Segments from outside to inside: P. vivax chromosomes with exonic regions shaded green; regions excluded from variant calling in this study; heatmap of in 10kb windows, high-diversity regions are darker and the maximum value is 0.0018; heatmap of in 10kb windows; mean number of samples covered per base in 10kb windows.

https://doi.org/10.1371/journal.pntd.0004252.g001

All sampled patients were infected by only one P. vivax strain

The presence of multiple distinct parasite lineages within a single host has presented a barrier to population genetic analysis in previous whole-genome studies of P. vivax. Because Plasmodium merozoites are haploid in the vertebrate host, the presence of such multiple infections in a patient can be inferred by the presence of multiple alleles at different loci. In the context of high-throughput sequencing, these additional alleles manifest as an excess of bases with intermediate frequencies at sites in a genome alignment. This result contrasts with the distribution expected from singly infected patients, where only rare sequencing errors will produce minority bases [31]. We tested our samples for multiple infections by comparing the distribution of minor base frequencies in our alignments with the same distribution in an alignment produced from a known single infection (Fig 2). In both the known single infection strain and our samples, minority bases were present only at low frequencies. This pattern contrasts distinctly with the high proportion of intermediate-frequency bases expected from mixed infections [31].

thumbnail
Fig 2. Reference base frequency spectra.

The first eight panels represent the distribution of the frequency of reference bases in sequencing reads produced from our samples across all sites in the P. vivax genome. In the final panel the same distribution is graphed for reads generated from Sal-I, a known single infection. Red triangles represent the frequency expected if one non-reference containing read was mapped to a site with average sequencing coverage for that sample (given in parentheses after the sample name). The majority of sites from all samples contain only non-reference bases; these sites were removed to allow clearer visualization of these distributions.

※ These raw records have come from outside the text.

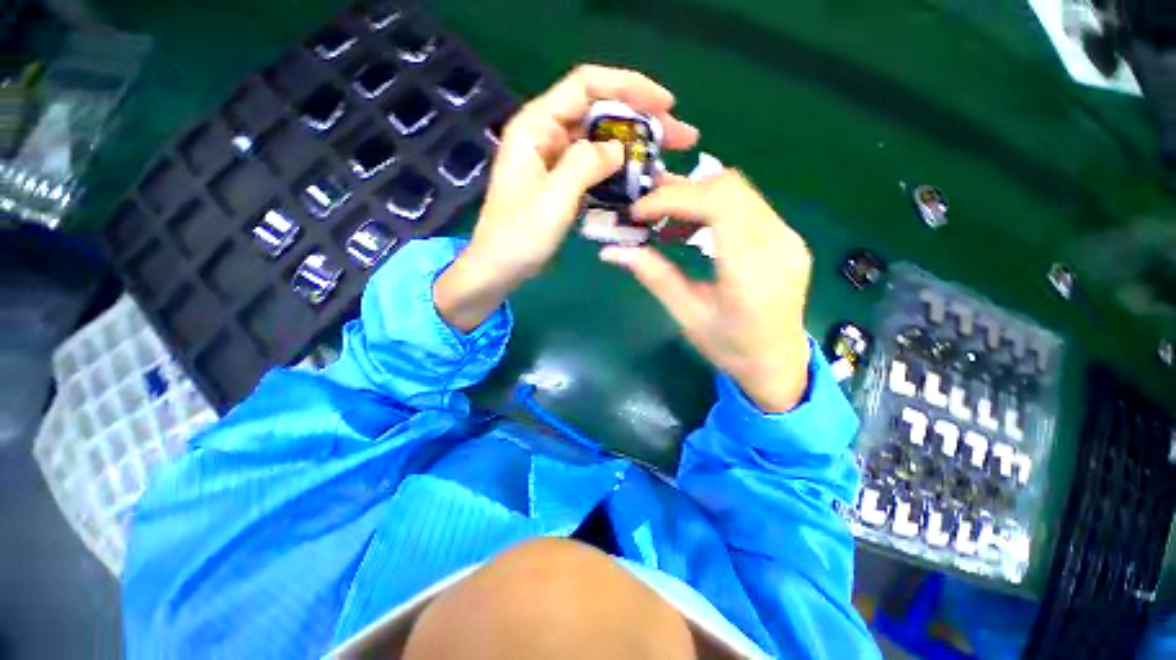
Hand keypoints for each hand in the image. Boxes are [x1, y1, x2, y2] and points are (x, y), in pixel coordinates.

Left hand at [435, 65, 698, 331]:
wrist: (500, 267)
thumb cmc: (519, 235)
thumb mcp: (553, 198)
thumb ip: (586, 164)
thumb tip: (619, 148)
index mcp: (537, 126)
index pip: (587, 85)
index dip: (629, 87)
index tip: (665, 104)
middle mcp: (548, 136)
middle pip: (601, 113)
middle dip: (643, 122)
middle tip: (682, 138)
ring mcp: (557, 162)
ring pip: (603, 144)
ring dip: (637, 152)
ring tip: (671, 165)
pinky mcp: (564, 184)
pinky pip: (598, 171)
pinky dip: (622, 176)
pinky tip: (644, 186)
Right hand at [600, 171, 812, 412]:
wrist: (778, 362)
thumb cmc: (730, 348)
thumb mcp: (687, 316)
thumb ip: (655, 277)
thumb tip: (612, 251)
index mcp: (751, 273)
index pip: (719, 206)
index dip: (674, 198)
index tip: (640, 211)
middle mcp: (778, 246)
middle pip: (730, 188)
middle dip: (682, 191)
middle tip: (647, 209)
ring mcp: (788, 238)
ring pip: (739, 191)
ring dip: (696, 196)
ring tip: (664, 217)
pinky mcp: (786, 237)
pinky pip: (747, 205)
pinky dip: (713, 207)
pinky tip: (691, 227)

https://doi.org/10.1371/journal.pntd.0004252.g002

Because the shape of the distribution of minor base frequencies will be less informative for samples with low coverage, we also examined the proportion of all sequenced bases that were in the minority relative to other reads aligned to the same site. Again, these results are similar to those from Sal-I (Table 2). The proportion of minority bases in reads produced from a known single infection was 7.3 × 10−4, while for our data this proportion was between 7.3 × 10−4 and 1.11 × 10−3. The fact that no samples had the base frequency-distributions characteristic of mixed infections, and that the low-coverage samples did not produce more minor bases than other samples, suggest that all of our samples can be considered single infections.

Variant discovery

We validated our SNV calling procedure by applying it to a set of sequencing reads produced independently from the same strain used to assemble the reference genome [31]. Using this procedure, we called a total of 34 SNVs from the >22 million base pair reference genome, none of which were called as polymorphic alleles in our patient-derived data. Repeating this procedure with a lower coverage (2x) dataset generated fewer SNVs (18) including only one new putative variant. The small number of variants called from the reference data confirms the conservative nature of our variant calling procedure.

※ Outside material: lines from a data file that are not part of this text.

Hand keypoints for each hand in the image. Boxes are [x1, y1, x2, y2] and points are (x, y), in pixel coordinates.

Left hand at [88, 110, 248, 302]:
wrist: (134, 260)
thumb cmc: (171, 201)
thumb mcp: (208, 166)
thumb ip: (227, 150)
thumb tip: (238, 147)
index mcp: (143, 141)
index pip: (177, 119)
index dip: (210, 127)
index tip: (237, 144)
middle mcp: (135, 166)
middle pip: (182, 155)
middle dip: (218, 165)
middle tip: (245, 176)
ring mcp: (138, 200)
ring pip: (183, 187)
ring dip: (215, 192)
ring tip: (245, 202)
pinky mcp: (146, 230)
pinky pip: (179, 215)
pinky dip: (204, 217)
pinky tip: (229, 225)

In total, we identified 33,855 non-reference SNV alleles among the Colombian samples, of which 3,594 were fixed difference and 30,261 of which were polymorphic (Table 3). The total number of SNVs we detect is comparable to numbers found in studies of field isolates from other regions. The number of SNVs in our Colombian samples is slightly less than that from samples from Madagascan and Cambodian populations, which contained 41,630 and 45,417 SNVs respectively in the genomic regions included in our study (Fig 3) [31]; however, it was three times the number identified in the same genomic regions in a recent study using isolates from the Amazon basin in Peru [18]. Approximately two-thirds of the Peruvian SNVs (7,232) are also present in our Colombian samples. The Madagascan and Cambodian samples share many alleles that are absent in either South American population (11,618).

thumbnail
Fig 3. Allele sharing among P. vivax populations.

Note: Ellipses for Peruvian [18] Cambodian and Madagascan [31] populations include only those SNVs reported in the cited studies and not included in a region that was excluded in our study.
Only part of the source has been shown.